PubMed 22586403
Referenced in: none
Automatically associated channels: KChIP2
Title: Impact of KChIP2 on Cardiac Electrophysiology and the Progression of Heart Failure.
Authors: Søren Grubb, Kirstine Calloe, Morten B Thomsen
Journal, date & volume: Front Physiol, 2012 , 3, 118
PubMed link: http://www.ncbi.nlm.nih.gov/pubmed/22586403
Abstract
Electrophysiological remodeling of cardiac potassium ion channels is important in the progression of heart failure. A reduction of the transient outward potassium current (I(to)) in mammalian heart failure is consistent with a reduced expression of potassium channel interacting protein 2 (KChIP2, a K(V)4 subunit).

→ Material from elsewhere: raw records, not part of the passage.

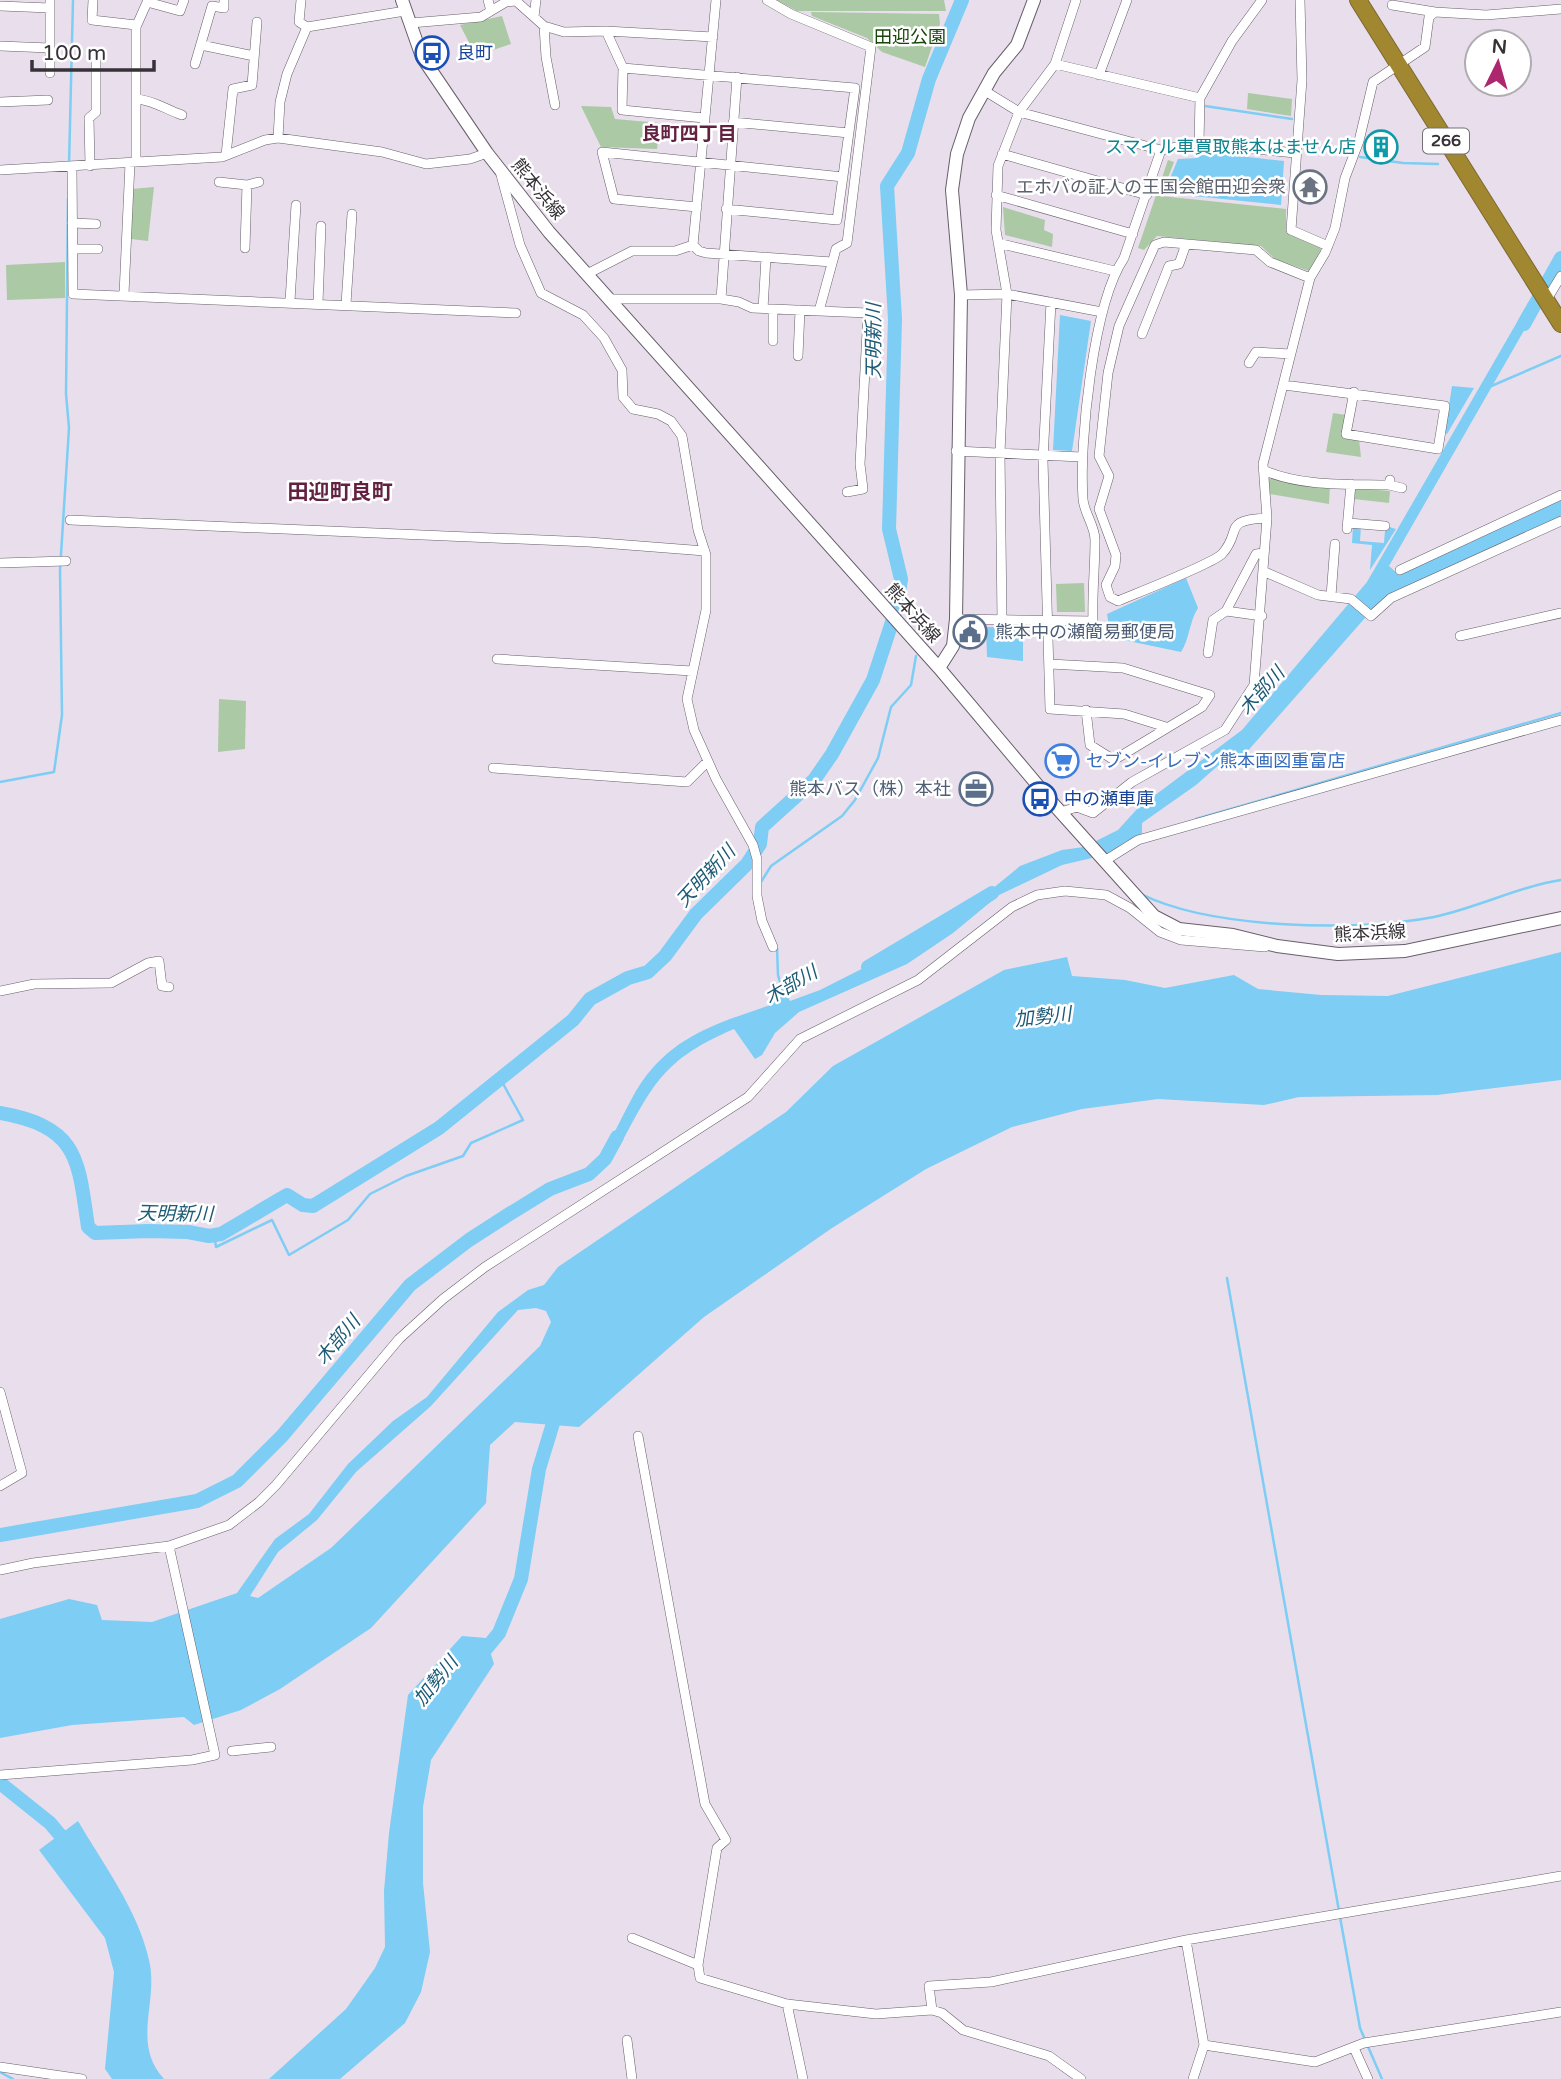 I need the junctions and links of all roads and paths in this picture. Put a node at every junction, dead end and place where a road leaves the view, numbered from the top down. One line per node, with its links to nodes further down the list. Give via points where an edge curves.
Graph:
1 (93, 0): 27 (street, via 92,20)
2 (184, 0): 15 (street, via 180,11)
3 (225, 0): 20 (street, via 224,8)
4 (301, 0): 29 (street, via 299,22)
5 (488, 0): 23 (street)
6 (536, 0): 25 (street)
7 (716, 0): 31 (street)
8 (767, 0): 93 (street, via 871,47 847,243 838,246)
9 (1034, 0): 45 (main road, via 1017,45)
10 (1076, 0): 39 (street)
11 (1127, 0): 43 (street)
12 (1262, 0): 46 (street)
13 (1300, 0): 60 (street, via 1302,80)
14 (1358, 0): 37 (highway, 266)
15 (148, 1): 27 (street)
16 (202, 1): 20 (street)
17 (50, 4): 19 (street); 34 (street)
18 (1392, 5): 24 (street)
19 (0, 6)
20 (212, 6): 32 (street)
21 (1561, 9): 24 (street, via 1486,16)
22 (406, 11): 23 (street, via 481,17); 29 (street); 59 (main road, 熊本浜線, via 422,57)
23 (491, 11): 25 (street, via 516,1)
24 (1435, 12): 37 (street, via 1429,16 1425,47)
25 (534, 17): 28 (street)
26 (257, 22): 35 (street)
27 (136, 25): 47 (street)
28 (544, 26): 30 (street, via 564,32); 50 (street)
29 (307, 27): 56 (street, via 287,74)
30 (606, 31): 31 (street); 40 (street)
31 (713, 37): 42 (street)
32 (201, 45): 35 (street); 38 (street)
33 (0, 46): 34 (street)
34 (50, 48): 41 (street)
35 (254, 56): 62 (street, via 252,85 233,89)
36 (96, 60): 66 (street, via 96,112 89,118)
37 (1398, 63): 87 (street, via 1373,82); 103 (highway, 266)
38 (195, 64)
39 (1055, 64): 43 (street); 51 (street)
40 (623, 68): 42 (street); 53 (street, via 622,110)
41 (50, 73)
42 (709, 75): 44 (street); 53 (street)
43 (1100, 75): 46 (street)
44 (737, 77): 54 (street); 55 (street, via 855,88)
45 (985, 91): 51 (street); 100 (main road, via 969,118 957,154 952,190)
46 (1200, 98): 57 (street)
47 (137, 99): 52 (street, via 155,101); 64 (street)
48 (48, 100): 49 (street)
49 (0, 102)
50 (555, 105)
51 (1019, 112): 58 (street); 61 (street)
52 (182, 115)
53 (704, 118): 63 (street)
54 (733, 122): 55 (street); 65 (street)
55 (849, 133): 70 (street)
56 (278, 138): 59 (street, via 382,152 426,164); 62 (street)
57 (1199, 143): 58 (street); 60 (street)
58 (1161, 150): 75 (street)
59 (487, 153): 68 (main road, 熊本浜線)
60 (1294, 153): 87 (street, via 1291,230)
61 (1002, 154): 74 (street); 75 (street)
62 (226, 155): 64 (street)
63 (701, 161): 65 (street); 77 (street); 77 (street, via 602,152 614,199)
64 (133, 162): 66 (street); 98 (street)
65 (730, 164): 70 (street); 78 (street)
66 (90, 166): 67 (street)
67 (70, 167): 69 (street); 80 (street)
68 (499, 169): 95 (main road, 熊本浜線); 135 (street, via 520,245 541,293 583,315 604,338 622,370 623,397 633,409 659,414 682,436)
69 (0, 170)
70 (843, 177): 78 (street, via 837,220)
71 (260, 182): 73 (street)
72 (219, 183): 73 (street)
73 (247, 185): 88 (street)
74 (996, 195): 83 (street); 84 (street)
75 (1147, 195): 83 (street)
76 (296, 205): 104 (street)
77 (696, 207): 86 (street)
78 (726, 209): 91 (street)
79 (352, 214): 107 (street)
80 (72, 223): 81 (street); 89 (street)
81 (96, 224)
82 (321, 226): 106 (street)
83 (1133, 234): 94 (street)
84 (998, 243): 94 (street); 99 (street)
85 (1186, 244): 97 (street, via 1256,250 1269,262); 114 (street, via 1179,264 1169,266); 130 (street, via 1164,242 1149,252 1119,326 1108,373 1099,456 1109,477 1099,509 1116,555 1105,586 1110,597 1118,601 1220,556 1238,524)
86 (693, 245): 91 (street, via 699,251); 95 (street, via 675,251 632,251)
87 (1328, 246): 97 (street)
88 (245, 248)
89 (73, 249): 90 (street); 98 (street, via 74,294)
90 (98, 250)
91 (724, 254): 92 (street); 102 (street)
92 (766, 257): 93 (street); 108 (street)
93 (832, 262): 110 (street)
94 (1115, 271): 111 (street)
95 (587, 274): 101 (main road, 熊本浜線)
96 (1561, 276): 103 (street)
97 (1310, 278): 116 (street)
98 (124, 294): 104 (street)
99 (1007, 294): 100 (street); 105 (street); 122 (street)
100 (961, 295): 121 (main road)
101 (610, 299): 102 (street); 152 (main road, 熊本浜線)
102 (721, 299): 108 (street)
103 (1545, 300): 113 (highway, 266)
104 (290, 301): 106 (street)
105 (1051, 302): 111 (street); 123 (street)
106 (318, 303): 107 (street)
107 (346, 304): 112 (street)
108 (768, 309): 109 (street); 115 (street)
109 (800, 310): 110 (street); 117 (street)
110 (820, 311): 128 (street, via 868,313 860,464 863,489)
111 (1102, 312): 124 (street)
112 (516, 313)
113 (1561, 324)
114 (1142, 334)
115 (773, 341)
116 (1290, 354): 118 (street, via 1256,352); 119 (street)
117 (797, 356)
118 (1249, 363)
119 (1284, 385): 120 (street); 125 (street)
120 (1354, 392): 120 (street, via 1444,407 1438,449 1346,434)
121 (956, 451): 122 (street); 145 (main road)
122 (1000, 453): 123 (street); 146 (street)
123 (1043, 456): 124 (street); 147 (street)
124 (1081, 457): 147 (street, via 1083,503 1095,537 1093,621)
125 (1263, 470): 126 (street, via 1317,483); 130 (street)
126 (1352, 484): 127 (street, via 1389,482); 133 (street, via 1348,526)
127 (1402, 488)
128 (846, 492)
129 (1561, 495): 139 (street)
130 (1267, 518): 136 (street)
131 (70, 520): 135 (street, via 575,541)
132 (1561, 521): 141 (street, via 1391,598 1371,616 1351,599)
133 (1385, 526)
134 (1335, 544): 141 (street)
135 (705, 551): 153 (street, via 706,610)
136 (1264, 553): 140 (street); 142 (street, via 1256,554)
137 (66, 561): 138 (street)
138 (0, 563)
139 (1400, 570)
140 (1265, 572): 141 (street); 144 (street)
141 (1331, 597)
142 (1226, 611): 144 (street); 149 (street, via 1213,620)
143 (1561, 613): 148 (street)
144 (1262, 616): 159 (street, via 1254,685 1225,730 1132,782 1093,813 1077,807)
145 (956, 619): 146 (street); 152 (main road, via 953,646)
146 (1002, 619): 147 (street)
147 (1050, 620): 151 (street)
148 (1460, 636)
149 (1208, 653)
150 (497, 659): 153 (street)
151 (1050, 664): 154 (street, via 1050,709); 156 (street, via 1123,668 1210,695 1202,707)
152 (939, 668): 159 (main road, 熊本浜線)
153 (692, 671): 157 (street, via 687,699)
154 (1086, 710): 156 (street, via 1124,714); 156 (street, via 1090,746 1114,760)
155 (1561, 720): 160 (street, via 1138,840)
156 (1166, 727)
157 (708, 761): 158 (street, via 687,782); 163 (street, via 753,845 762,921)
158 (493, 768)
159 (1061, 813): 160 (main road, 熊本浜線)
160 (1106, 860): 162 (main road, 熊本浜線, via 1154,916 1179,929)
161 (1561, 918): 162 (main road, 熊本浜線, via 1405,951 1338,954)
162 (1277, 946): 169 (street, via 1181,940 1160,932 1106,895 1065,891 1037,895 1012,907 918,979 800,1039 748,1097 485,1267 399,1339 259,1502 215,1531)
163 (774, 947)
164 (169, 987): 165 (street, via 162,986 159,961 111,984 34,984)
165 (0, 991)
166 (0, 1392): 168 (street, via 22,1473)
167 (639, 1436): 177 (street, via 705,1804 726,1840 717,1848)
168 (0, 1486)
169 (169, 1546): 170 (street); 173 (street, via 215,1755)
170 (0, 1570)
171 (271, 1747): 172 (street)
172 (232, 1751)
173 (0, 1775)
174 (1561, 1876): 176 (street)
175 (632, 1938): 177 (street)
176 (1186, 1940): 179 (street, via 991,1982 929,1986); 182 (street)
177 (698, 1965): 178 (street, via 700,1978)
178 (787, 2004): 179 (street, via 876,2014); 187 (street)
179 (932, 2010): 188 (street, via 962,2030 1049,2056)
180 (1561, 2012): 183 (street)
181 (627, 2040): 186 (street)
182 (1204, 2045): 183 (street, via 1315,2062); 189 (street)
183 (1354, 2048): 190 (street)
184 (0, 2067): 185 (street)
185 (82, 2079)
186 (632, 2079)
187 (803, 2079)
188 (1081, 2079)
189 (1193, 2079)
190 (1368, 2079)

Approaches have been made to investigate the role of KChIP2 in shaping cardiac I(to), including the use of transgenic KChIP2 deficient mice and viral overexpression of KChIP2. The interplay between I(to) and myocardial calcium handling is pivotal in the development of heart failure, and is further strengthened by the dual role of KChIP2 as a functional subunit on both K(V)4 and Ca(V)1.2. Moreover, the potential arrhythmogenic consequence of reduced I(to) may contribute to the high relative incidence of sudden death in the early phases of human heart failure. With this review, we offer an overview of the insights into the physiological and pathological roles of KChIP2 and we discuss the limitations of translating the molecular basis of electrophysiological remodeling from animal models of heart failure to the clinical setting.